About this exercise> Leave out the pictures and retype everything else in the records below exactly.

Entries provided>
● ● ●

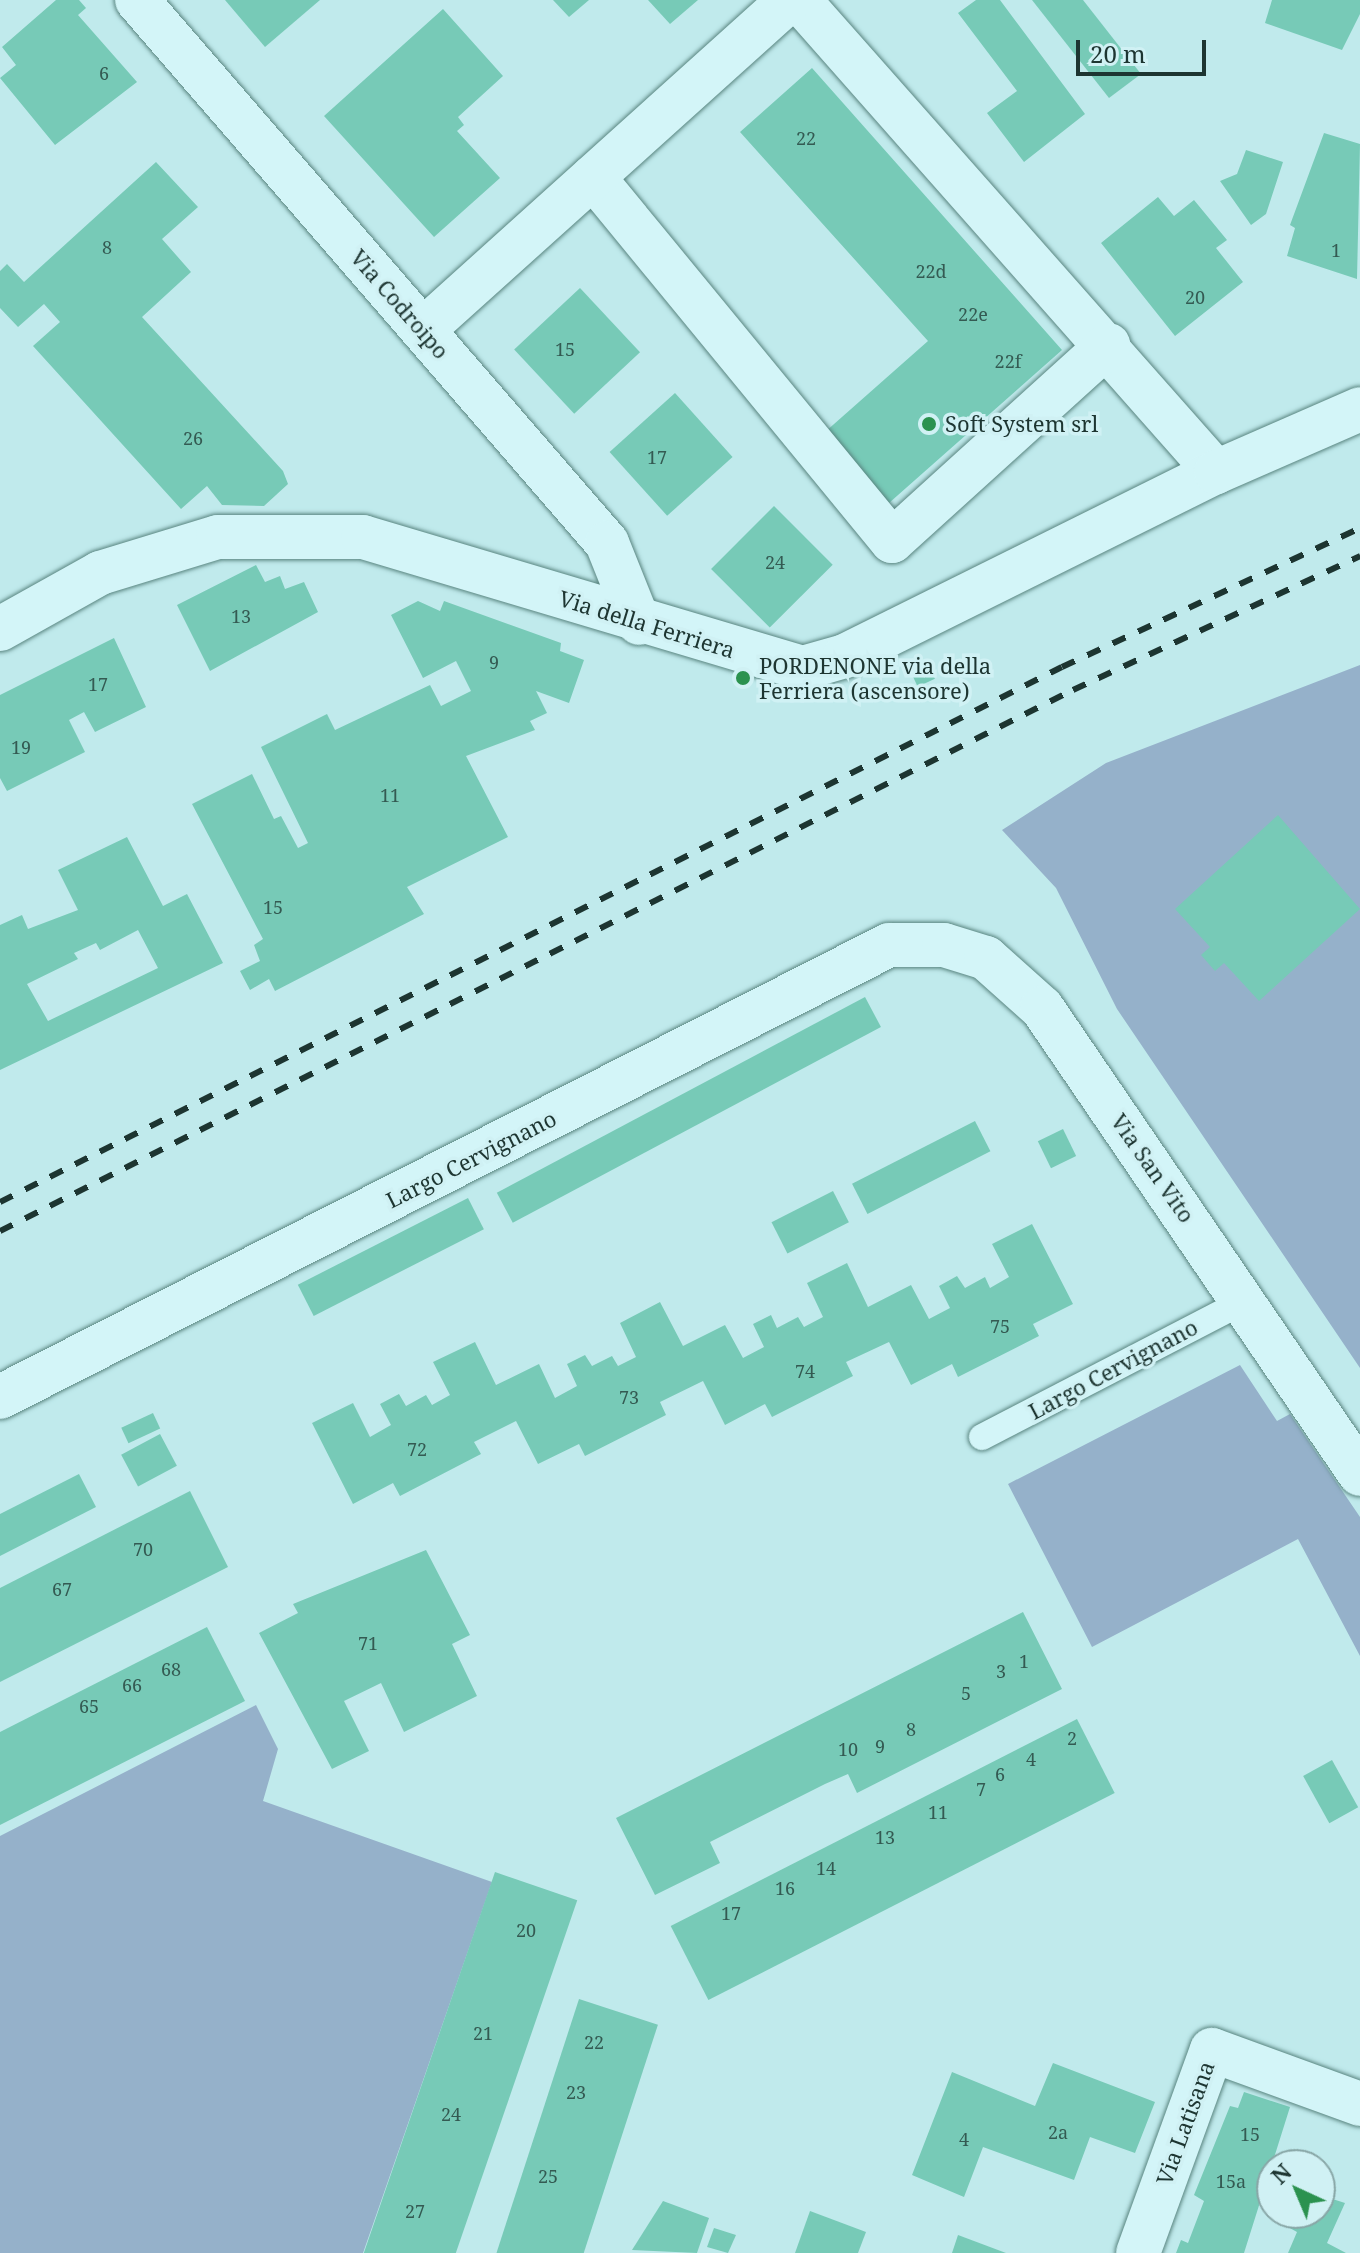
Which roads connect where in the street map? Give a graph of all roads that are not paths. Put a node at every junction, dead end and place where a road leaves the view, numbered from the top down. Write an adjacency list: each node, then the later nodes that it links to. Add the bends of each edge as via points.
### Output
1 (137, 0): 5 (street, Via Codroipo)
2 (789, 0): 4 (street)
3 (799, 0): 6 (street)
4 (593, 177): 5 (street); 6 (street, via 892,541)
5 (423, 330): 9 (street, Via Codroipo, via 607,543)
6 (1108, 345): 8 (street)
7 (1360, 409): 8 (street, Via della Ferriera)
8 (1216, 472): 9 (street, Via della Ferriera, via 845,656 803,668)
9 (639, 623): 10 (street, Via della Ferriera, via 363,537 285,534 218,537 100,573)
10 (0, 629)
11 (889, 945): 12 (street, Via San Vito, via 944,945 986,958 1019,982); 13 (street, Largo Cervignano)
12 (1244, 1301): 14 (lane, Largo Cervignano); 15 (street, Via San Vito)
13 (0, 1397)
14 (982, 1437)
15 (1360, 1474)
16 (1360, 2104): 17 (street, Via Latisana, via 1212,2050)
17 (1138, 2253)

● ● ●

The completed task>
Which roads connect where in the street map? Give a graph of all roads that are not paths. Put a node at every junction, dead end and place where a road leaves the view, numbered from the top down. Write an adjacency list: each node, then the later nodes that it links to. Add the bends of each edge as via points.
### Output
1 (137, 0): 5 (street, Via Codroipo)
2 (789, 0): 4 (street)
3 (799, 0): 6 (street)
4 (593, 177): 5 (street); 6 (street, via 892,541)
5 (423, 330): 9 (street, Via Codroipo, via 607,543)
6 (1108, 345): 8 (street)
7 (1360, 409): 8 (street, Via della Ferriera)
8 (1216, 472): 9 (street, Via della Ferriera, via 845,656 803,668)
9 (639, 623): 10 (street, Via della Ferriera, via 363,537 285,534 218,537 100,573)
10 (0, 629)
11 (889, 945): 12 (street, Via San Vito, via 944,945 986,958 1019,982); 13 (street, Largo Cervignano)
12 (1244, 1301): 14 (lane, Largo Cervignano); 15 (street, Via San Vito)
13 (0, 1397)
14 (982, 1437)
15 (1360, 1474)
16 (1360, 2104): 17 (street, Via Latisana, via 1212,2050)
17 (1138, 2253)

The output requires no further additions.